For the sake of completeness, to answer your questions though:
By “hard” I mean something like “Difficult to get AIs to do well.” If we imagine all the tasks we can get AIs to do lined up by difficulty, there is some transformative task A which is least difficult. As the tasks we succeed at getting AIs to do get harder and harder, we must be getting closer to A. I think that getting an AI to do well on all the benchmarks we throw at it despite not being trained for any of them (but rather just trained to predict random internet text) seems like a sign that we are getting close to A. You say this is because I believe in realism about rationality; I hope not, since I don’t believe in realism about rationality. Maybe there’s a contradiction in my views then which you have pointed to, but I don’t see it yet.

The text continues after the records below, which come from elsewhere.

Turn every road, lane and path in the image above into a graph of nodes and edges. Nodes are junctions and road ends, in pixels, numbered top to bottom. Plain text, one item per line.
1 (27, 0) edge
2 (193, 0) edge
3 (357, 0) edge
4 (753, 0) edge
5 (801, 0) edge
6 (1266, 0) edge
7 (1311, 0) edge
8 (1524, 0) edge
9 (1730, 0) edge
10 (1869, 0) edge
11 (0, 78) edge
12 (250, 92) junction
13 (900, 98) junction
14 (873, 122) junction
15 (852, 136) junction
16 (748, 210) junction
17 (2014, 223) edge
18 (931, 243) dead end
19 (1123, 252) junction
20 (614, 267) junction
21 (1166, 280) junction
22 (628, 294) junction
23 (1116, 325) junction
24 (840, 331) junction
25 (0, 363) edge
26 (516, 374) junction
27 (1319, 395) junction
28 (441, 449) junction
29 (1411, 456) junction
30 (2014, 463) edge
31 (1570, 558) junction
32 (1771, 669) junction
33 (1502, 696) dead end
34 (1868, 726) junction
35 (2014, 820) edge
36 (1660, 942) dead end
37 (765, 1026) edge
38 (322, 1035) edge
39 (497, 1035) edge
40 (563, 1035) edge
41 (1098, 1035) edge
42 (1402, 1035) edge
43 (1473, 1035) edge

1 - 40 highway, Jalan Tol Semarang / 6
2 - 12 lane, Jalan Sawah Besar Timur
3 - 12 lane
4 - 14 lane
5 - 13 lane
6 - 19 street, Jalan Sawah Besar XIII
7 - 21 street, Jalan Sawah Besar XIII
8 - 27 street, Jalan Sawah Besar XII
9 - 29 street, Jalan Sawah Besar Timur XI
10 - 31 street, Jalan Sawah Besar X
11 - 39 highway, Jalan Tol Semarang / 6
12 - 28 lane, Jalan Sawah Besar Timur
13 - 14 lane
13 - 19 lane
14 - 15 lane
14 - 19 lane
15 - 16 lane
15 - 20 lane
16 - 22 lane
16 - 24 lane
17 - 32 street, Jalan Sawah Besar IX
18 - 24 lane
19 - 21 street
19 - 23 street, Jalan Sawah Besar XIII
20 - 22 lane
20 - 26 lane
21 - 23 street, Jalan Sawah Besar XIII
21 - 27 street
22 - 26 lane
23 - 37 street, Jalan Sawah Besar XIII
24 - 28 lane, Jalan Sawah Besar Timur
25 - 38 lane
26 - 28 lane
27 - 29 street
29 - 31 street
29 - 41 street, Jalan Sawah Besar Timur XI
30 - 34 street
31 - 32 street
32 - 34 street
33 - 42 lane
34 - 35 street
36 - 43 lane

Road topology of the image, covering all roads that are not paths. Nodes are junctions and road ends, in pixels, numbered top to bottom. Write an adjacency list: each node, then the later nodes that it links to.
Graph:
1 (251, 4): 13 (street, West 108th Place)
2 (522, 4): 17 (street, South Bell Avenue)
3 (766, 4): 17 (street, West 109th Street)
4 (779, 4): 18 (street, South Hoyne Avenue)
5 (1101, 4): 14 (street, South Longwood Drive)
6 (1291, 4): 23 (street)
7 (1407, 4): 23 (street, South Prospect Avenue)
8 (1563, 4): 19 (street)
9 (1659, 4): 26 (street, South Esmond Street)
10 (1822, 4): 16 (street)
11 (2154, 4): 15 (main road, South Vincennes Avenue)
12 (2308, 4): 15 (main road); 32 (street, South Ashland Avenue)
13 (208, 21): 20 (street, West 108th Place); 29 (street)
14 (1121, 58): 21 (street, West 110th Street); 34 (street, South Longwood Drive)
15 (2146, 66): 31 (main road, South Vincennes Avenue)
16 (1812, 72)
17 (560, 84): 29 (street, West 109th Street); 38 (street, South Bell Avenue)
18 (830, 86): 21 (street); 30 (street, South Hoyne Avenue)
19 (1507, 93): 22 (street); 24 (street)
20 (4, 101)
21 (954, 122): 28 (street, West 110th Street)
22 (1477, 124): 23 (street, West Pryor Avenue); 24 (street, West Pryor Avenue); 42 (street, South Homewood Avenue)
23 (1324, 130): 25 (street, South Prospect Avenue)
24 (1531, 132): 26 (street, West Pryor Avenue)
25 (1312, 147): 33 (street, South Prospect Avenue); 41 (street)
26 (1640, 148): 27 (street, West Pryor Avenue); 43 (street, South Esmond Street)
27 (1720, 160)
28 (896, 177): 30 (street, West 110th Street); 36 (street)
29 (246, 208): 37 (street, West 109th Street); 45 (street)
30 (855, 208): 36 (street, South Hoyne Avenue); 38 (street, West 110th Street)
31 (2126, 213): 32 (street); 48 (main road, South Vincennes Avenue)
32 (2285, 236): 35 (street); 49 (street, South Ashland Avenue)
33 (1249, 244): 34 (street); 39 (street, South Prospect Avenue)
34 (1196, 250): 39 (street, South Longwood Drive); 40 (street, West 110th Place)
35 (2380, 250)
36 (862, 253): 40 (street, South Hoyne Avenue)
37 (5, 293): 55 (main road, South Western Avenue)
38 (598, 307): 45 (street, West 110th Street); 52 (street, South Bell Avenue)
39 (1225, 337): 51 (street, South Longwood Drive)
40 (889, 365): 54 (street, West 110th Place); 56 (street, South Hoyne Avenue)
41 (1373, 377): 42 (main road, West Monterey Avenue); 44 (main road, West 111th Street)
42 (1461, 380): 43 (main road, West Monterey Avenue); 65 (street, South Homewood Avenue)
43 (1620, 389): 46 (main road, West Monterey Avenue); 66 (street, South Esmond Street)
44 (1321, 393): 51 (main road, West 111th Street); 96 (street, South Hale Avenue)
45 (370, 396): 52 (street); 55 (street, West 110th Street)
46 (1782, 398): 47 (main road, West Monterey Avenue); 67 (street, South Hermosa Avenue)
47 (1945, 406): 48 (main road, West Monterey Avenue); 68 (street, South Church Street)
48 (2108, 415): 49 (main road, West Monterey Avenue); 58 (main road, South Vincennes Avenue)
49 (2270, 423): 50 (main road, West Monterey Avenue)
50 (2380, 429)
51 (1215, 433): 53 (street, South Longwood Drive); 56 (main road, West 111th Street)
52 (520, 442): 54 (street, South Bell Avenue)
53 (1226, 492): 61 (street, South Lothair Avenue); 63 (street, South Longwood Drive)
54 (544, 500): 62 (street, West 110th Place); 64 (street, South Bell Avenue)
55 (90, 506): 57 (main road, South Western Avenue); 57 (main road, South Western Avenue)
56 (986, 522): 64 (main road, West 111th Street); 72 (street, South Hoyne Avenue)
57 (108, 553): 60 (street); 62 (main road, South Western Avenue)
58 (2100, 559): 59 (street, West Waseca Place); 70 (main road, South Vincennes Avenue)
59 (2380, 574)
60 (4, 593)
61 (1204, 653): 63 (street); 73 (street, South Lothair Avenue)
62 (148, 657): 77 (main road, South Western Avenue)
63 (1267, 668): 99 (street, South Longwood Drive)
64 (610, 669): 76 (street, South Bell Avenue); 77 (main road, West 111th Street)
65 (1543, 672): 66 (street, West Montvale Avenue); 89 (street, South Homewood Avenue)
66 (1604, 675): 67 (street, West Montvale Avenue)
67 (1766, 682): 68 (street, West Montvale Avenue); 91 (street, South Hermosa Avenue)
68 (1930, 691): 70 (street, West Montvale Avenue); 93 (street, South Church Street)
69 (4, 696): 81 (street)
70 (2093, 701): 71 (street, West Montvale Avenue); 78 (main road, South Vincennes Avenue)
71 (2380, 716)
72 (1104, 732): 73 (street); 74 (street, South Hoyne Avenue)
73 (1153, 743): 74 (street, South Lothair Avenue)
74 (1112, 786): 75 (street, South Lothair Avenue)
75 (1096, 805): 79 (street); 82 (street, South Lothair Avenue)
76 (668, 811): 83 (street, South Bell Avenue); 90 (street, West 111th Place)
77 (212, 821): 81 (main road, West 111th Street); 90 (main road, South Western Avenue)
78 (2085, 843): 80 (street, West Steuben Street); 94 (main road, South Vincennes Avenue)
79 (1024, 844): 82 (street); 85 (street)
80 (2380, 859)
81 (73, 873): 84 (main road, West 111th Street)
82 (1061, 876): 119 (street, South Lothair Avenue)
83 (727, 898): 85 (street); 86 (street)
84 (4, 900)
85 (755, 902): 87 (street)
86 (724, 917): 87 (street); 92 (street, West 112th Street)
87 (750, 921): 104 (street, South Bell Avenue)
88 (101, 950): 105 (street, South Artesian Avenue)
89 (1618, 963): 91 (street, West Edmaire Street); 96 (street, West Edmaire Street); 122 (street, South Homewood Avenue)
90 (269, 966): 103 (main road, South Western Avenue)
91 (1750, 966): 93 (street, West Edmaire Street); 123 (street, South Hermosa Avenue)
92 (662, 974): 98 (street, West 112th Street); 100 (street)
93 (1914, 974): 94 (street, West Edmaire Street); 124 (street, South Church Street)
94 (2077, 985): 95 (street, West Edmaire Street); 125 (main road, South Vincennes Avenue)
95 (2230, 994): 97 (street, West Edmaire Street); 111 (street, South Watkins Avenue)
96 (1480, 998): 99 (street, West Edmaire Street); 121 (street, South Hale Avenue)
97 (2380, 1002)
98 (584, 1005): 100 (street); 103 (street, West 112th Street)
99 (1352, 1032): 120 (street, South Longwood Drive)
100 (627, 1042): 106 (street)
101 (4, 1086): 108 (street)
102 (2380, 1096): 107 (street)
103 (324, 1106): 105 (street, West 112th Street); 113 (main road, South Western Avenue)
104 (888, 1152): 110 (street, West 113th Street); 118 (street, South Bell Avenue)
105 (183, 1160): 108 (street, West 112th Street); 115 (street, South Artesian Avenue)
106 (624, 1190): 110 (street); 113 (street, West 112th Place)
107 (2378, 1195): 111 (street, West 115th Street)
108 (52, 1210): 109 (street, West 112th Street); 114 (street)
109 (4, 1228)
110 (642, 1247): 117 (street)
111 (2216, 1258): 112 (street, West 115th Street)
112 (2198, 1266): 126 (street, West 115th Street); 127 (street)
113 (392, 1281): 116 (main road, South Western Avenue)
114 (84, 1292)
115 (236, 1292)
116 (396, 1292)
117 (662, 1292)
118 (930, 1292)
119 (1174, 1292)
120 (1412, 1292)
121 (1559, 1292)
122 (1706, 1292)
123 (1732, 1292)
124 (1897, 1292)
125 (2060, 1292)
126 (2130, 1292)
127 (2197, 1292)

At this point I feel the need to break things down into premise-conclusion form because I am feeling confused about how the various bits of your argument are connecting to each other. I realize this is a big ask, so don’t feel any particular pressure to do it.
I totally agree that evolution wasn’t optimizing just for power-to-weight ratio. But I never claimed that it was. I don’t think that my comparison relied on the assumption that evolution was optimizing for power-to-weight ratio. By contrast, you explicitly said “presumably evolution was also going for compute-optimal performance.” Once we reject that claim, my original point stands that it’s not clear how we should apply the scaling laws to the human brain, since the scaling laws are about compute-optimal performance, i.e. how you should trade off size and training time if all you care about is minimizing compute. Since evolution obviously cares about a lot more than that (and indeed doesn’t care about minimizing compute at all, it just cares about minimizing size and training time separately, with no particular ratio between them except that which is set by the fitness landscape) the laws aren’t directly relevant. In other words, for all we know, if the human brain was 3 OOMs smaller and had one OOM more training time it would be qualitatively superior! Or for all we know, if it had 1 OOM more synapses it would need 2 OOMs less training time to be just as capable. Or… etc. Judging by the scaling laws, it seems like the human brain has a lot more synapses than its childhood length would suggest for optimal performance, or else a lot less if you buy the idea that evolutionary history is part of its training data.